Would you output all the data exactly as it stands?

Data extracted from a collection:
•••••

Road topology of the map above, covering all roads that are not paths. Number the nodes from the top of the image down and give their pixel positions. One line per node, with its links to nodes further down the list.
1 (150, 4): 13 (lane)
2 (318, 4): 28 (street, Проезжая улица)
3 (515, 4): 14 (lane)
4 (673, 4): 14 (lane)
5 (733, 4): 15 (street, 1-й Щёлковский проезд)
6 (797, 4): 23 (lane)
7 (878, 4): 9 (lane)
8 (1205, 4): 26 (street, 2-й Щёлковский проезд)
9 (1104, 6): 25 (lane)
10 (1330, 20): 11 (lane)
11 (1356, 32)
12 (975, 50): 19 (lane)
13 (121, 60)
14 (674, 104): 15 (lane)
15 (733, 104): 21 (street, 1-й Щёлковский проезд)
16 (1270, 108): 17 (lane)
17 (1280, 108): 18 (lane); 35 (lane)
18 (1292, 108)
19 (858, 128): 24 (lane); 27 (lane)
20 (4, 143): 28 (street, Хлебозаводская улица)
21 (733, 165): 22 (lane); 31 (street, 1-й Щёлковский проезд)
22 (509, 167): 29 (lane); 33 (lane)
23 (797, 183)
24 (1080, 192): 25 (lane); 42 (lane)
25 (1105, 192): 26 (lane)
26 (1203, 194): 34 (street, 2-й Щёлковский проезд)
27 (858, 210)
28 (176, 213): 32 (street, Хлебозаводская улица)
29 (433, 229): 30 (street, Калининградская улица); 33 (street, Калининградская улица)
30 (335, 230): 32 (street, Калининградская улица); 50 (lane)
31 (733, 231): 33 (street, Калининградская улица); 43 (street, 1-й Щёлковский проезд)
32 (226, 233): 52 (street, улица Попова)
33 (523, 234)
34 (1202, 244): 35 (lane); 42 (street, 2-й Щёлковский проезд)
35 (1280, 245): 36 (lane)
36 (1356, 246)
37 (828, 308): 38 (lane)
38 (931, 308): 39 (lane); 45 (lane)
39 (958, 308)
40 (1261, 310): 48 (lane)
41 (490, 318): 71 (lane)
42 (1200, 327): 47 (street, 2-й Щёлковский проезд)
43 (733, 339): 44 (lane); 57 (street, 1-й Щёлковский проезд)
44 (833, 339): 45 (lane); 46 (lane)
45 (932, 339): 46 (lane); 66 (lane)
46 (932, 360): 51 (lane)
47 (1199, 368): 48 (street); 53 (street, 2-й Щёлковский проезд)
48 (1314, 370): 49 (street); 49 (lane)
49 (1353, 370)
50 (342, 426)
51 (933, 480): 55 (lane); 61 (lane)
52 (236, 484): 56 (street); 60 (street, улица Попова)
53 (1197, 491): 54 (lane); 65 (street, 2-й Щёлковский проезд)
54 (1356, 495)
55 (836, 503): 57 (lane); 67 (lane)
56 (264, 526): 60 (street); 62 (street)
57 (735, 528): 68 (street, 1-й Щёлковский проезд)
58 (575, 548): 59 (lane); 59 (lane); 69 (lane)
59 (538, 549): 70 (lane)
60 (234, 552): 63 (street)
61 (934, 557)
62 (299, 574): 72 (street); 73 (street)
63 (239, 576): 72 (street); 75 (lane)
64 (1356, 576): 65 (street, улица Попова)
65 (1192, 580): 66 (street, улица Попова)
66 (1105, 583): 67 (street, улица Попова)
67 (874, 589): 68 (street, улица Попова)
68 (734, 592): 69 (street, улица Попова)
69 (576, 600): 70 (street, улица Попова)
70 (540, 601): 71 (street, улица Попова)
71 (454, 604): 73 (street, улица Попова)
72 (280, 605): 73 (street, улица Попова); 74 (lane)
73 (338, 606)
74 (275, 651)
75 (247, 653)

•••••

**TASK RESPONSE:**
Road topology of the map above, covering all roads that are not paths. Number the nodes from the top of the image down and give their pixel positions. One line per node, with its links to nodes further down the list.
1 (150, 4): 13 (lane)
2 (318, 4): 28 (street, Проезжая улица)
3 (515, 4): 14 (lane)
4 (673, 4): 14 (lane)
5 (733, 4): 15 (street, 1-й Щёлковский проезд)
6 (797, 4): 23 (lane)
7 (878, 4): 9 (lane)
8 (1205, 4): 26 (street, 2-й Щёлковский проезд)
9 (1104, 6): 25 (lane)
10 (1330, 20): 11 (lane)
11 (1356, 32)
12 (975, 50): 19 (lane)
13 (121, 60)
14 (674, 104): 15 (lane)
15 (733, 104): 21 (street, 1-й Щёлковский проезд)
16 (1270, 108): 17 (lane)
17 (1280, 108): 18 (lane); 35 (lane)
18 (1292, 108)
19 (858, 128): 24 (lane); 27 (lane)
20 (4, 143): 28 (street, Хлебозаводская улица)
21 (733, 165): 22 (lane); 31 (street, 1-й Щёлковский проезд)
22 (509, 167): 29 (lane); 33 (lane)
23 (797, 183)
24 (1080, 192): 25 (lane); 42 (lane)
25 (1105, 192): 26 (lane)
26 (1203, 194): 34 (street, 2-й Щёлковский проезд)
27 (858, 210)
28 (176, 213): 32 (street, Хлебозаводская улица)
29 (433, 229): 30 (street, Калининградская улица); 33 (street, Калининградская улица)
30 (335, 230): 32 (street, Калининградская улица); 50 (lane)
31 (733, 231): 33 (street, Калининградская улица); 43 (street, 1-й Щёлковский проезд)
32 (226, 233): 52 (street, улица Попова)
33 (523, 234)
34 (1202, 244): 35 (lane); 42 (street, 2-й Щёлковский проезд)
35 (1280, 245): 36 (lane)
36 (1356, 246)
37 (828, 308): 38 (lane)
38 (931, 308): 39 (lane); 45 (lane)
39 (958, 308)
40 (1261, 310): 48 (lane)
41 (490, 318): 71 (lane)
42 (1200, 327): 47 (street, 2-й Щёлковский проезд)
43 (733, 339): 44 (lane); 57 (street, 1-й Щёлковский проезд)
44 (833, 339): 45 (lane); 46 (lane)
45 (932, 339): 46 (lane); 66 (lane)
46 (932, 360): 51 (lane)
47 (1199, 368): 48 (street); 53 (street, 2-й Щёлковский проезд)
48 (1314, 370): 49 (street); 49 (lane)
49 (1353, 370)
50 (342, 426)
51 (933, 480): 55 (lane); 61 (lane)
52 (236, 484): 56 (street); 60 (street, улица Попова)
53 (1197, 491): 54 (lane); 65 (street, 2-й Щёлковский проезд)
54 (1356, 495)
55 (836, 503): 57 (lane); 67 (lane)
56 (264, 526): 60 (street); 62 (street)
57 (735, 528): 68 (street, 1-й Щёлковский проезд)
58 (575, 548): 59 (lane); 59 (lane); 69 (lane)
59 (538, 549): 70 (lane)
60 (234, 552): 63 (street)
61 (934, 557)
62 (299, 574): 72 (street); 73 (street)
63 (239, 576): 72 (street); 75 (lane)
64 (1356, 576): 65 (street, улица Попова)
65 (1192, 580): 66 (street, улица Попова)
66 (1105, 583): 67 (street, улица Попова)
67 (874, 589): 68 (street, улица Попова)
68 (734, 592): 69 (street, улица Попова)
69 (576, 600): 70 (street, улица Попова)
70 (540, 601): 71 (street, улица Попова)
71 (454, 604): 73 (street, улица Попова)
72 (280, 605): 73 (street, улица Попова); 74 (lane)
73 (338, 606)
74 (275, 651)
75 (247, 653)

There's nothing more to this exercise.